Поравнявшись с мостом, он продолжал грести вперед, будто не услыхал прогремевший вдруг окрик: «Стой! В сторону!» Все его внимание привлекла тень человека, упавшая с моста на воду. И тут, поняв, что спасение его близко, дядюшка Итой забормотал: «Я смогу пройти через все это. Я вернусь к тебе, Маринг!» Он не переставая быстро работал веслами, а тишину реки разрывали гремевшие выстрелы. «Подождите! Не стреляйте!» — крикнул он беззвучно, не успев даже осознать случившееся — так быстро все произошло…

Сейчас, связанный тонюсенькой ниточкой со всей своей полной невзгод жизнью, он страстно желал, чтобы пришли как можно быстрее эти мгновения и он смог бы отдохнуть на ступеньках своей хижины.

Нет, дядюшка Итой не роптал на судьбу, хотя снова и снова чувствовал, что смерть бродит где-то поблизости, когда раздавался хриплый кашель Маринг. Он молча сносил и слезы его дочери Клемении, совсем уже девушки, которая все время сидела на полу, вытянув ноги, рядом с матерью, не зная, как облегчить страдания больной. Но его ни на минуту не оставляла мысль о том, как помочь жене, как избавить ее от тяжести, сдавившей грудь, и от судорог, пробегавших по всему телу.

Вечером, когда Карьо, как бы невзначай подойдя к нему на берегу, попросил об услуге, дядюшка Итой не сразу ответил согласием. Он уже спустил свою лодку на воду, чтобы осмотреть ловушки на крабов, и ему не по душе было слушать Карьо, говорившего так, будто он привычным движением насаживал на крючок вкусную приманку, собираясь рыбачить.

— Я слышал, у вас жена в тяжелом состоянии, — с деланным участием проронил Карьо.

Хотелось бы дядюшке Итою обмануть самого себя, сказав, что не так уж все страшно. Но в то же мгновение перед глазами его возникли лица близких — страдающей от тяжелого недуга Маринг и заплаканной Клемении.

— Это ее малярия свалила, а у меня есть несколько таблеток атабрина. Я принесу их сегодня.

Какую-то особого рода нерешительность почувствовал дядюшка Итой — нерешительность, которая появляется, когда удача ходит где-то рядом. Один только кивок, и Маринг будет спасена. Вправе ли он отказаться?

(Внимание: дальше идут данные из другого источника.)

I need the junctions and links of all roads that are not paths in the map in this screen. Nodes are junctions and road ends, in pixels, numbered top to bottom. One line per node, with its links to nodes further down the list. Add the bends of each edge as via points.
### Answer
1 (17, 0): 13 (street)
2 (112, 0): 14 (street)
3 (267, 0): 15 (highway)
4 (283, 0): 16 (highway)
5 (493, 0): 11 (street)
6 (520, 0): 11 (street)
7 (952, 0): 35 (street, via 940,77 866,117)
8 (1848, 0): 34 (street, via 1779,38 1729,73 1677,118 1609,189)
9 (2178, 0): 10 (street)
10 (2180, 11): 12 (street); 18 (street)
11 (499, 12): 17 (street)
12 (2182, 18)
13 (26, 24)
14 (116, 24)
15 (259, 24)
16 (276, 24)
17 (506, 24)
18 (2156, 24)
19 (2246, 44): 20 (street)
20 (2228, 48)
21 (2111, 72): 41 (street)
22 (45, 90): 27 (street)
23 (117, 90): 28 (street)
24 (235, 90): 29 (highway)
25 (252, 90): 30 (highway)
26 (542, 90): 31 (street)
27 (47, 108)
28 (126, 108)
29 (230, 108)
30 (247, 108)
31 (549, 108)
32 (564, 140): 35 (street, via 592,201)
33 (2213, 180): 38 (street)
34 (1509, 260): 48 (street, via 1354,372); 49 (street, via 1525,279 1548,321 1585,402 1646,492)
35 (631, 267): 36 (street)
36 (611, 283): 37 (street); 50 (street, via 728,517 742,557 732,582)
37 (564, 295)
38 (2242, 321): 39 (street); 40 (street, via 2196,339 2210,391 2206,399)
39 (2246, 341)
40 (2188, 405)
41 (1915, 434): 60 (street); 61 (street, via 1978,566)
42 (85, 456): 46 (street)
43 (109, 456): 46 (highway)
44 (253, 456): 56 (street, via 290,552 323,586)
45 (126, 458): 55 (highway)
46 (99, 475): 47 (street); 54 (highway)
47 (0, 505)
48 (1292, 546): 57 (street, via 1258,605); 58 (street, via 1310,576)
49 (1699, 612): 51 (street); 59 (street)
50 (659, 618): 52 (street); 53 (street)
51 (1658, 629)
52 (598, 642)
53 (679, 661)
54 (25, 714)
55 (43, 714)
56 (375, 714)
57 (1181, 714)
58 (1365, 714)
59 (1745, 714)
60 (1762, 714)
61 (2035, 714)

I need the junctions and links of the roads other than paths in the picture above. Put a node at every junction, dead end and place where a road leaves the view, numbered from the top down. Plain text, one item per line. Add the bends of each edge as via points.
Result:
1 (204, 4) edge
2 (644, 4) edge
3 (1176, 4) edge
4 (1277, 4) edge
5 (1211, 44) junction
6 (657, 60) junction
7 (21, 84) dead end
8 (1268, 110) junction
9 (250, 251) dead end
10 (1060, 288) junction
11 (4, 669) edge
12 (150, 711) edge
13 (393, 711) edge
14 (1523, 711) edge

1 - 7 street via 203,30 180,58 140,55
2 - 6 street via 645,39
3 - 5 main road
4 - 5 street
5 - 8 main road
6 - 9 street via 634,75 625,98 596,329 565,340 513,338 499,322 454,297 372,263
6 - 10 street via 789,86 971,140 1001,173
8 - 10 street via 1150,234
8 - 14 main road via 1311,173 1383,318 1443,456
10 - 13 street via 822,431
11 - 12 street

Неужели от этих двух таблеток зависит будущее — жизнь или смерть?

— Вам ничего особенного не нужно делать — только переправить за разрушенный мост и доставить в Ваву баул, который мы погрузим в лодку, — сказал Карьо.

— А это не опасно? Ведь на мосту патруль! — быстро спросил он, вспомнив, что по ночам там немало макапили и японских солдат.

— Все знают, что там крестьяне часто ловят рыбу. Чего еще тут раздумывать? — рассмеялся Карьо.

Соглашаться? Да, искушение велико. В конце концов, река поможет… Он вдруг подумал о том, как часто в этой реке Маринг мыла свои длинные красивые волосы. Заметит ли она его отсутствие? Да и что с того, что заметит? Лекарство стоит дорого, а Карьо даст таблетки.

Только поэтому он и согласился. Ему было невыносимо чувствовать дыхание смерти каждый раз, когда он слышал хриплый кашель Маринг. И еще Карьо пообещал дядюшке Итою кошелек денег. А на деньги все можно купить! В такое время это, конечно, не богатство, однако достаточно, чтобы вырвать Маринг из когтей смерти.

— Сегодня ночью меня не будет, Клемения, — сказал он дочери за ужином, ничего больше не добавив.

В глазах Клемении дядюшка Итой увидел надежду и страх. Нет, не все еще потеряно. Он еще глава их семьи. «Я заплачу Карьо за таблетки», — решил он, почувствовав уверенность в своих силах.